___ EXERCISE MATERIAL ___

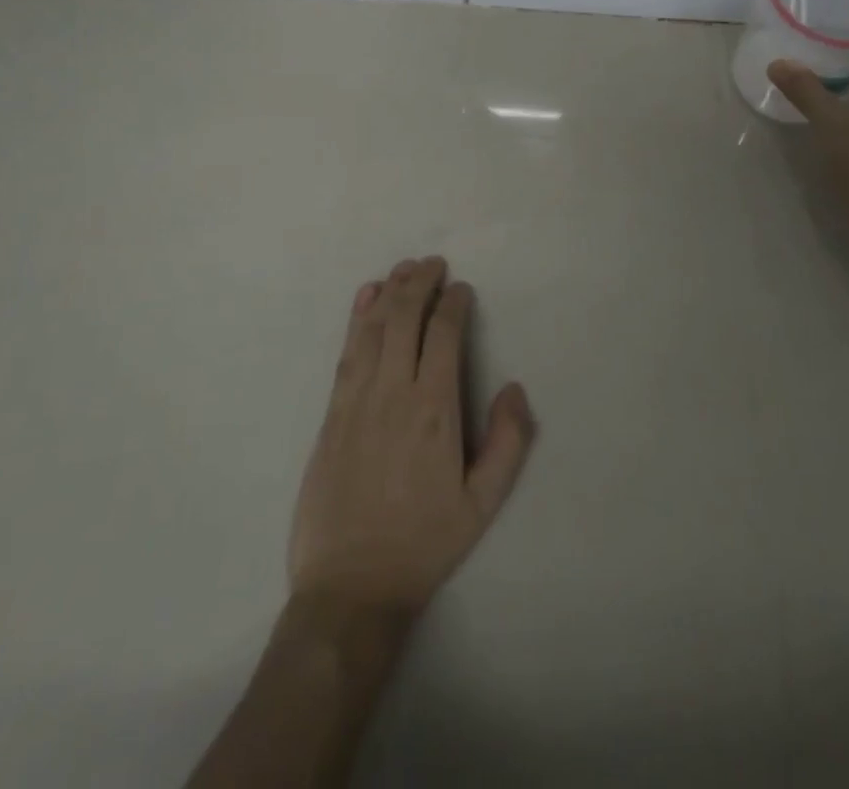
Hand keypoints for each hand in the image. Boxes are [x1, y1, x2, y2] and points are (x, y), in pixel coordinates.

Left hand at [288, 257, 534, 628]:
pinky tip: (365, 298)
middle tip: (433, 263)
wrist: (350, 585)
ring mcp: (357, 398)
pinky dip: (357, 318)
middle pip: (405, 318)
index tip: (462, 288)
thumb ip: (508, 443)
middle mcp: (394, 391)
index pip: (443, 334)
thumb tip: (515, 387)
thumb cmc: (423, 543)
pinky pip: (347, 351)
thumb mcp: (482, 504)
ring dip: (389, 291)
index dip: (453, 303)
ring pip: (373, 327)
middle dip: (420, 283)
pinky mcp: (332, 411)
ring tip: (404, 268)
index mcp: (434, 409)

___
___ EXERCISE MATERIAL ___

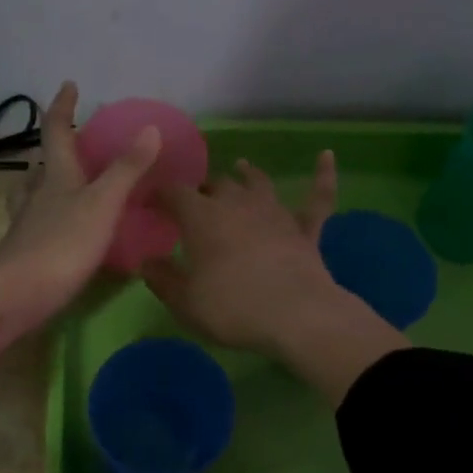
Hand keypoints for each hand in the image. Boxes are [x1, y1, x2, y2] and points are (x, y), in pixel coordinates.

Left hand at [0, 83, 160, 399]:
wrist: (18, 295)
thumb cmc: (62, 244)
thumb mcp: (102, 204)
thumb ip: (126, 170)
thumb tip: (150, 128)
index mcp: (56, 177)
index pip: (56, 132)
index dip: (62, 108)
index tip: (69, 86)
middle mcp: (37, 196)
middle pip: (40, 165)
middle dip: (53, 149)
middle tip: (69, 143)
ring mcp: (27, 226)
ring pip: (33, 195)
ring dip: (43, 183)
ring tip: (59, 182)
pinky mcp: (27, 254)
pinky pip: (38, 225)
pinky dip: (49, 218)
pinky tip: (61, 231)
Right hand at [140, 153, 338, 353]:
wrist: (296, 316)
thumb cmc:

___

## TASK BRIEF
Report back every line of the entries in which "middle" occurs.

## TASK OUTPUT
middle tip: (433, 263)
middle pip: (405, 318)
middle mcp: (394, 391)
middle dip: (420, 283)
middle mcp: (37, 196)
middle pip: (40, 165)
middle dip: (53, 149)
middle tip: (69, 143)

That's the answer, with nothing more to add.